Saved data entries

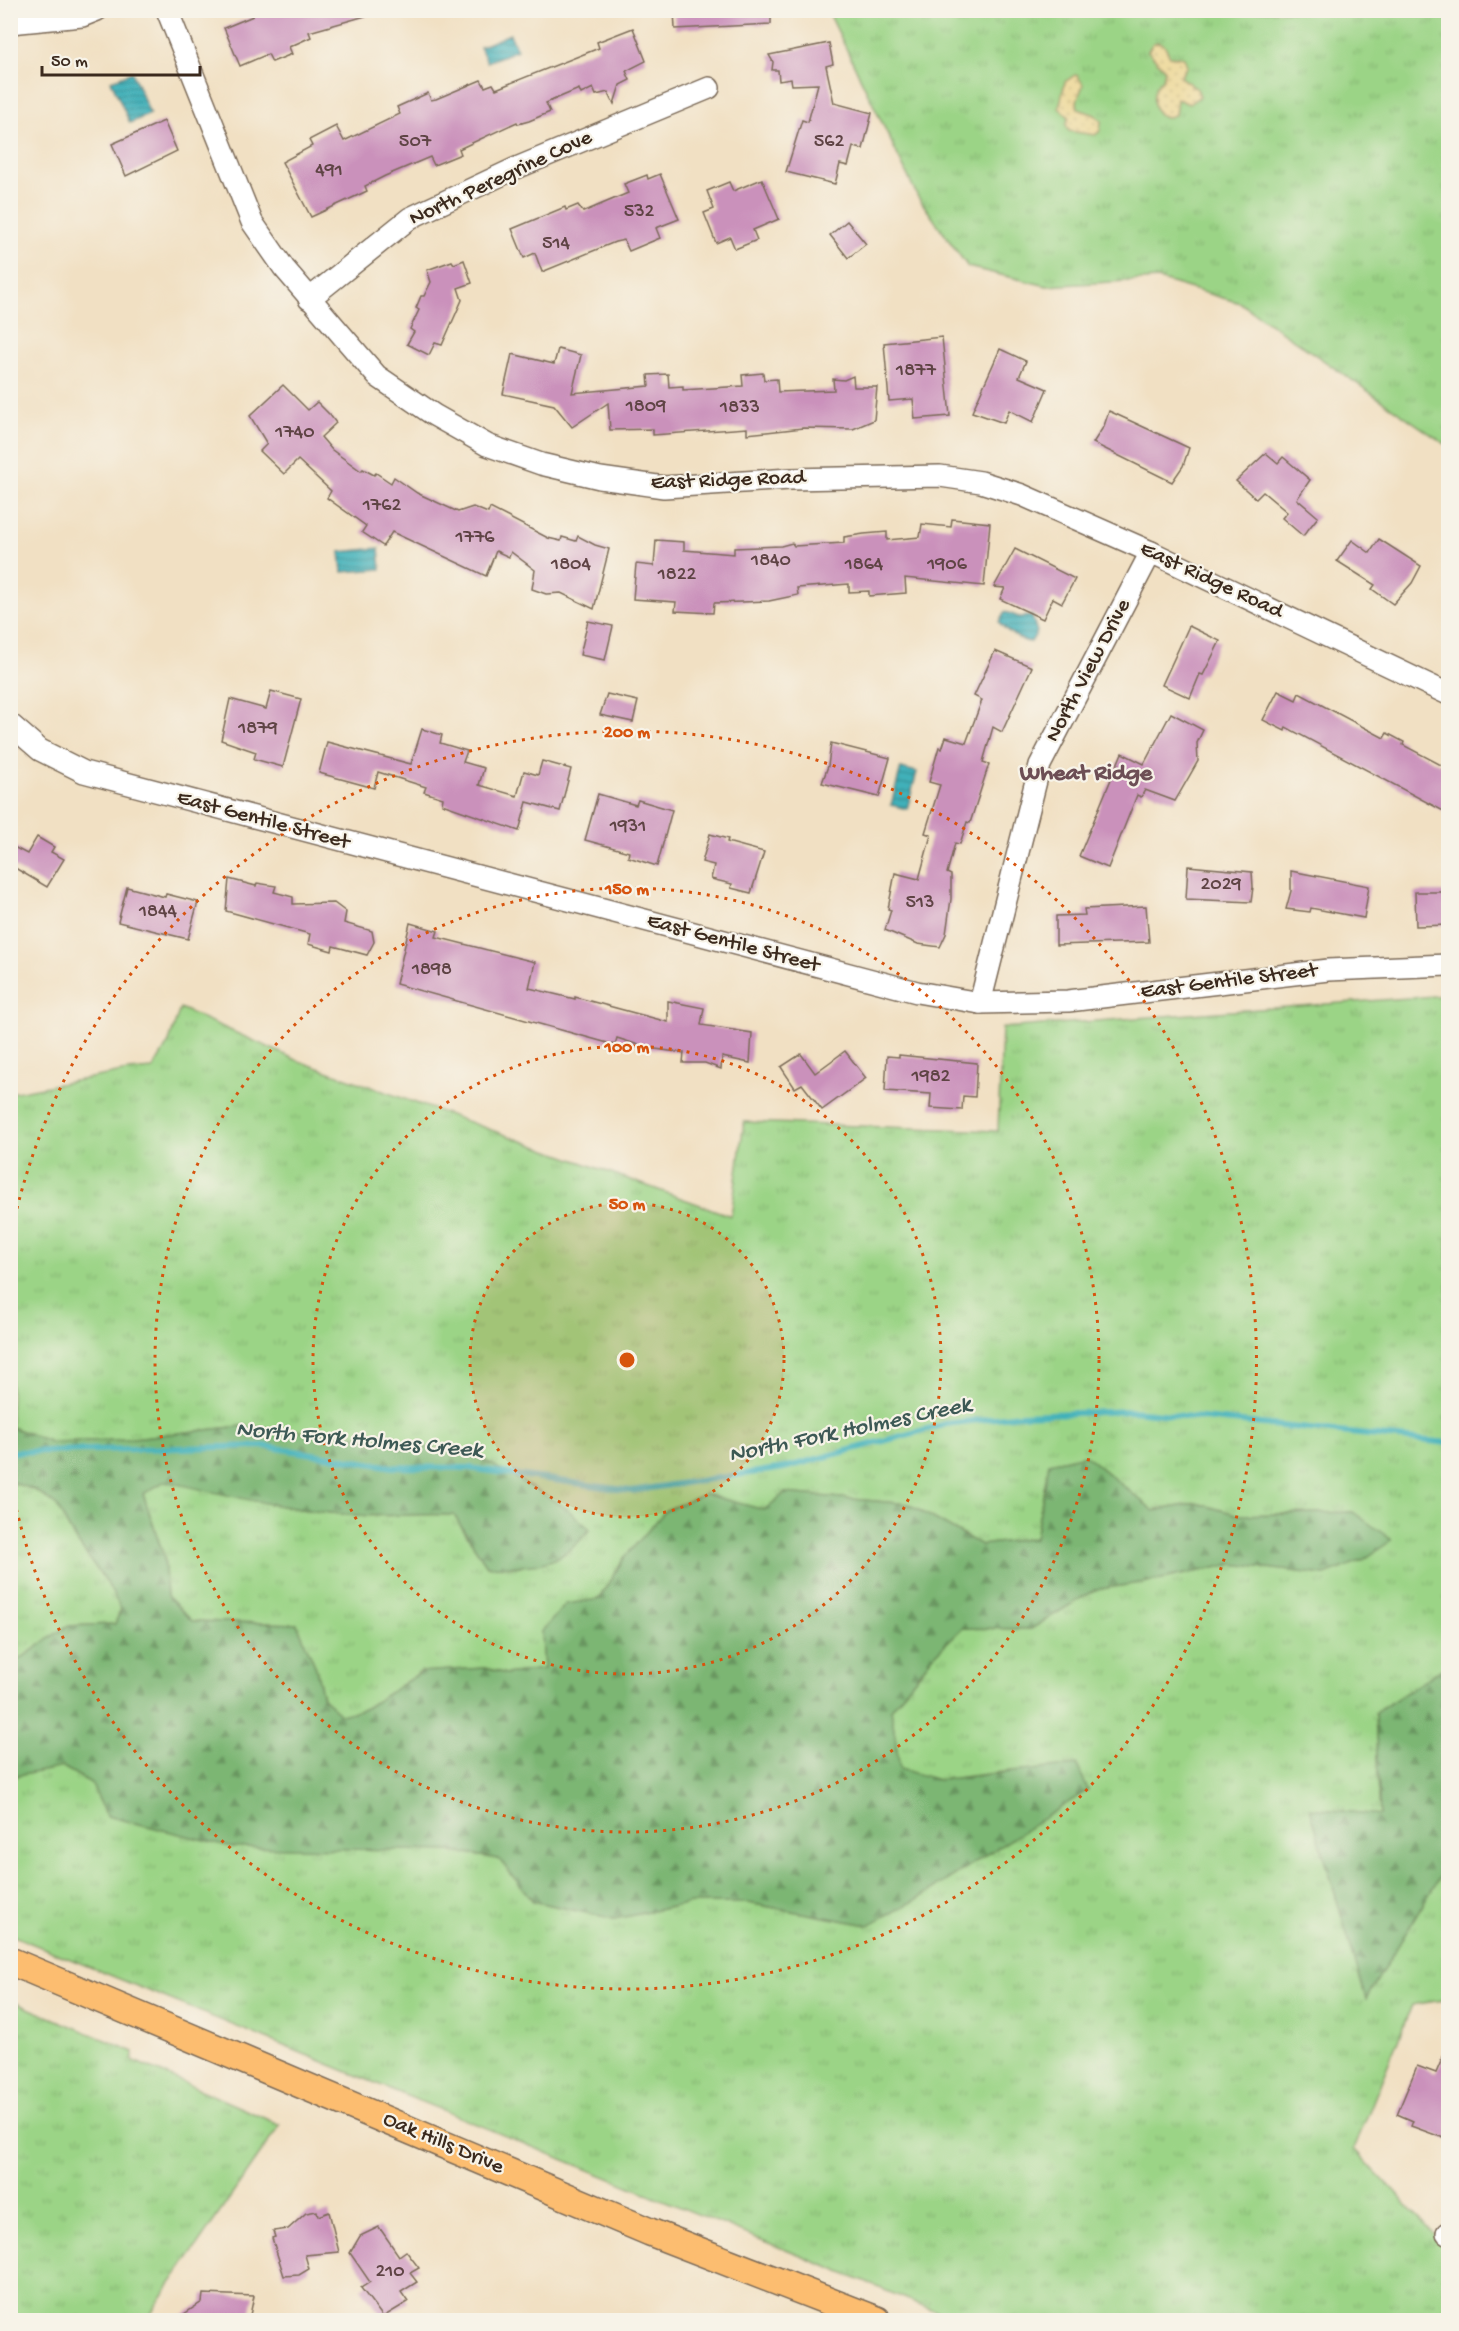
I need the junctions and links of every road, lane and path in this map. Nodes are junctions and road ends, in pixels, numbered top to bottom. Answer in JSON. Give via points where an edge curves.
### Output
{"nodes":[{"id":1,"x":97,"y":10,"type":"edge"},
{"id":2,"x":167,"y":10,"type":"edge"},
{"id":3,"x":10,"y":23,"type":"edge"},
{"id":4,"x":709,"y":87,"type":"dead end"},
{"id":5,"x":309,"y":298,"type":"junction"},
{"id":6,"x":1151,"y":552,"type":"junction"},
{"id":7,"x":1449,"y":694,"type":"edge"},
{"id":8,"x":10,"y":724,"type":"edge"},
{"id":9,"x":1449,"y":965,"type":"edge"},
{"id":10,"x":980,"y":1003,"type":"junction"},
{"id":11,"x":10,"y":1961,"type":"edge"},
{"id":12,"x":877,"y":2320,"type":"edge"}],
"edges":[{"from":1,"to":3,"type":"street","via":[[82,16]]},
{"from":2,"to":5,"type":"street","name":"East Ridge Road","via":[[252,222]]},
{"from":4,"to":5,"type":"street","name":"North Peregrine Cove","via":[[514,169],[410,218]]},
{"from":5,"to":6,"type":"street","name":"East Ridge Road","via":[[377,376],[487,445],[541,464],[664,487],[940,476],[981,482],[1022,495]]},
{"from":6,"to":7,"type":"street","name":"East Ridge Road"},
{"from":6,"to":10,"type":"street","name":"North View Drive","via":[[1040,765]]},
{"from":8,"to":10,"type":"street","name":"East Gentile Street","via":[[40,750],[84,772],[133,787],[917,992]]},
{"from":9,"to":10,"type":"street","name":"East Gentile Street","via":[[1328,970],[1068,1001]]},
{"from":11,"to":12,"type":"main road","name":"Oak Hills Drive","via":[[650,2232]]}]}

### Exercise instructions
Repeat the preceding records precisely, and leave every picture out of the copy.

### Written response
I need the junctions and links of every road, lane and path in this map. Nodes are junctions and road ends, in pixels, numbered top to bottom. Answer in JSON. Give via points where an edge curves.
### Output
{"nodes":[{"id":1,"x":97,"y":10,"type":"edge"},
{"id":2,"x":167,"y":10,"type":"edge"},
{"id":3,"x":10,"y":23,"type":"edge"},
{"id":4,"x":709,"y":87,"type":"dead end"},
{"id":5,"x":309,"y":298,"type":"junction"},
{"id":6,"x":1151,"y":552,"type":"junction"},
{"id":7,"x":1449,"y":694,"type":"edge"},
{"id":8,"x":10,"y":724,"type":"edge"},
{"id":9,"x":1449,"y":965,"type":"edge"},
{"id":10,"x":980,"y":1003,"type":"junction"},
{"id":11,"x":10,"y":1961,"type":"edge"},
{"id":12,"x":877,"y":2320,"type":"edge"}],
"edges":[{"from":1,"to":3,"type":"street","via":[[82,16]]},
{"from":2,"to":5,"type":"street","name":"East Ridge Road","via":[[252,222]]},
{"from":4,"to":5,"type":"street","name":"North Peregrine Cove","via":[[514,169],[410,218]]},
{"from":5,"to":6,"type":"street","name":"East Ridge Road","via":[[377,376],[487,445],[541,464],[664,487],[940,476],[981,482],[1022,495]]},
{"from":6,"to":7,"type":"street","name":"East Ridge Road"},
{"from":6,"to":10,"type":"street","name":"North View Drive","via":[[1040,765]]},
{"from":8,"to":10,"type":"street","name":"East Gentile Street","via":[[40,750],[84,772],[133,787],[917,992]]},
{"from":9,"to":10,"type":"street","name":"East Gentile Street","via":[[1328,970],[1068,1001]]},
{"from":11,"to":12,"type":"main road","name":"Oak Hills Drive","via":[[650,2232]]}]}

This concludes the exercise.